18 Nisan 2018 Çarşamba

Polisiye Üzerine Tezler



Suç, Sır ve Tatmin



Polisiye benim için 2S merkezli bir elipstir. Suç ve Sır. Suç ve Sır merkezli bir geometrik cismi düşünmemin nedeni, suçu kimin (kimlerin) ve neden işlediğini bulmak için tümdengelim muhakemeyi, akıl yürütmeyi temsil etmesidir.


Kurgusu iyi çatılmış polisiyede okur kendi de detektife, araştırmacıya paralel akıl yürütür ve bazı sonuçlara varır. Oturduğu yerden yer yer risk taşıyan bir vakayı adeta yaşar gibidir. Dozunda verilen heyecan 2S merkezli elipsin içini dolduran, adeta çeperlerin içeri göçmesini ve şeklin deforme olmasını engelleyen bir öğedir. Heyecan her ortamda yetişen bir bitkidir, ama bence en çok etki yaptığı alan olayların sıradan insanların, günlük hayatın içinde seyrederken beklenmedik şeylerin vuku bulmasıdır. En inandırıcı ve dolayısıyla heyecanı bol öyküler bazı istisnalarıyla ortalama hayatların ortamında salınır.


Gelelim elipsin dış çeper çizgilerine: Bu geometrik şekli belirginleştiren çizgiler araştırıcı ve cezalandırıcı karakterdir. Bu olmadan da suç, sır ve heyecan yan yana gelir, ama bundan polisiye metin oluşmaz. Araştırıcının polis olması şart değildir, ama onun azmi, bunu yapmak istemesindeki neden ve edimindeki meşruiyet öyküyü polisiye kategorisine dahil eder. Bazen sır en baştan faş edilir. Suçlunun kimliği bellidir. Bu gibi durumlarda araştırıcı ile suçlu arasında takip, kovalamaca gerilimi kurulur. Bu da iyi kurgulandığında yeterince heyecan yaratarak elipsin çeperinin yapıbozuma uğramasını engeller.


Suç haliyle göreceli bir kavram. Hayali karakterler, Fantoma, Arsen Lüpen, Cingöz Recai normalde suç addettiğimiz eylemleri icra ederken adeta bizi de bu işe iştirak ettirirler. Kendimizi bu kahramanlarla özdeşleştirmekten alıkoyamayız. Onların suça yaklaşımında karşı konulmaz bir cazibe vardır. Herkes kendi karanlık yanını seyreder satır aralarında.

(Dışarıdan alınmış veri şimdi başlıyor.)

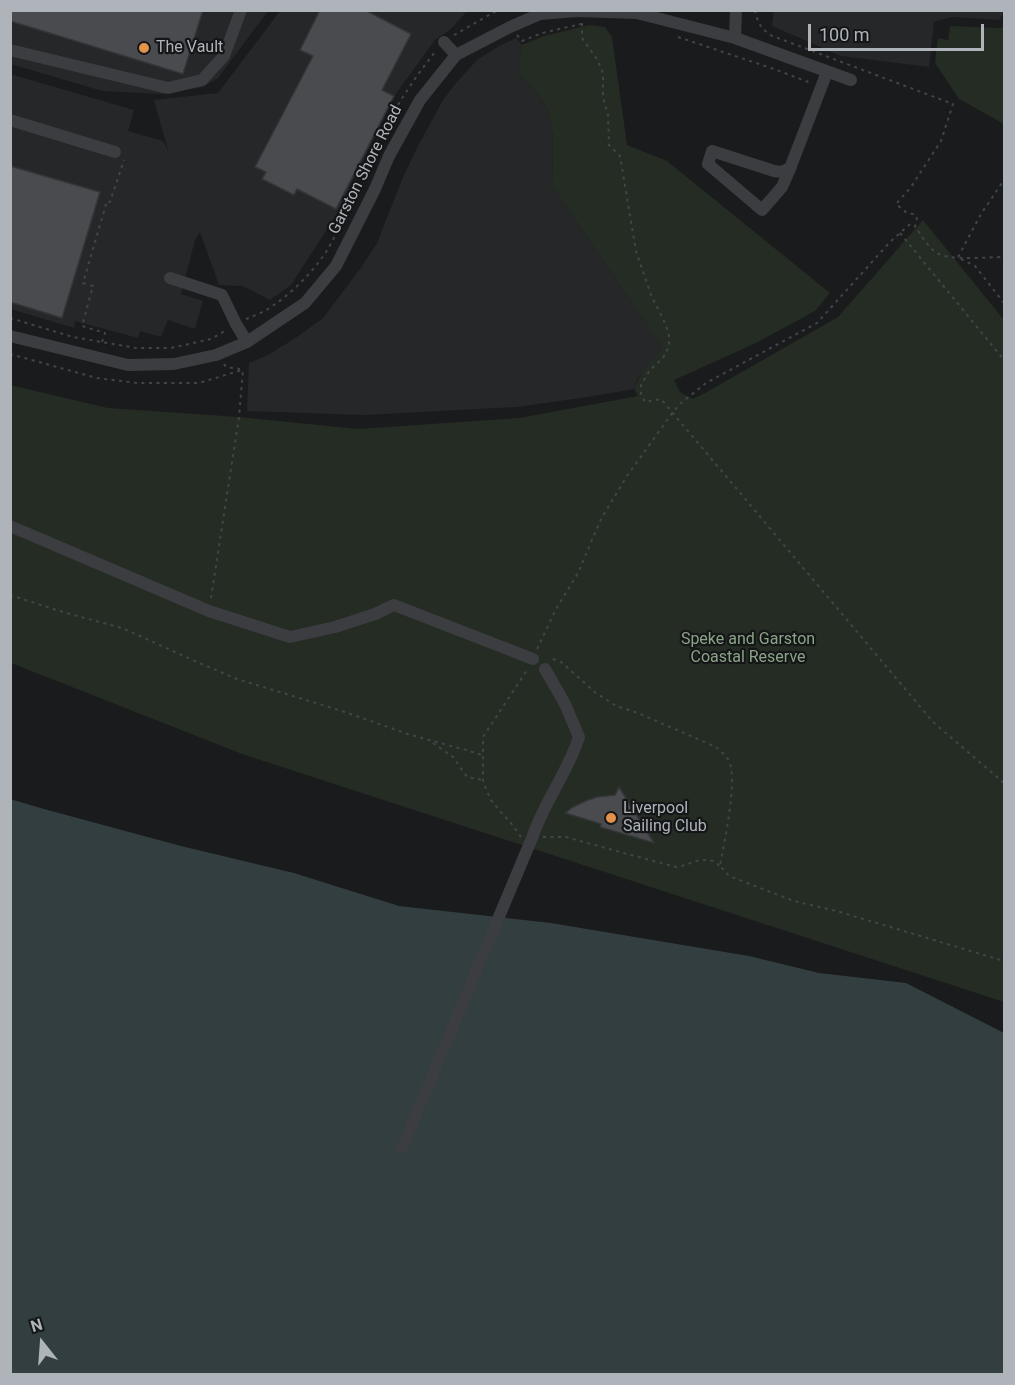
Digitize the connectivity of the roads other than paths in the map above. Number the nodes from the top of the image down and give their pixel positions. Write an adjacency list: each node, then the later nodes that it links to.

Suç göreceli olunca polisiyenin olmazsa olmazı cezayı 2S merkezli elipste nereye yerleştireceğiz? Fantoma’yı, Arsen Lüpen’i, Cingöz Recai’yi, hatta kendi ülke çıkarları adına ağır suçlar işleyen James Bond’u kim cezalandıracak? Bu kahramanların kitap ve filmlerine rağbete bakarsak hiçkimse diyebiliriz, ama tam da öyle değildir. Maurice Leblanc’ın Arsen Lüpen’i Fransa’da bir milli kahramandır. Onların James Bond’udur adeta. Farkı yazarın yaşadığı devir nedeniyle Birinci Dünya Savaşı sonrası zamanlarda iş tutmasıdır.


Bu tür kitaplarda mağdurun tam olarak kim olduğu pek belirgin değildir. Mağdurlar arası bir mücadele sahnelenmesiyle gözümüz boyanır. Böylelikle ceza beklentisi de askıya alınabilir. Arsen Lüpen hapise düşer, kısa bir ceza çeker; Bond’a düşmanları tarafından işkence edilir, silahla yaralanır, sonra kurtulur. Meslek riski nedeniyle karşılaştığı tehlikeler onun ceza hanesine yazılır.


Klasik polisiyelerde bile suçlu bazen paçayı adaletin elinden sıyırır. Burada okuru tatmin eden iki şey vardır. Kuvvetli ve hafif tatmin. Kuvvetli tatmin, polis, detektif ya da araştırıcının suçluyu hapse tıkmak için elinden geleni yapmış olmasıdır. Hafif tatmin ise bizim kurnaz, işini bilen suçluyla özdeşleşen ya da onun zekâsını, cüretini takdir eden yanımızdan kaynaklanır. Ölmeyi çok hak etmiş maktul dışında cinayeti hoşgörmeyen okur örneğin Robin Hood efektine ses çıkarmaz. Becerikli bir hırsızı bir ölçüde kabullenir. Kaplan ağıldan kuzuyu kapmış ve ateşli silahlarla kovalanmasına rağmen zekâsı ve hızı sayesinde postu deldirmeden sıvışmayı başarmıştır. Ceza öğesi elips alanı içinde nokta kümeleri halinde dağınık olarak bulunur diyebiliriz yani.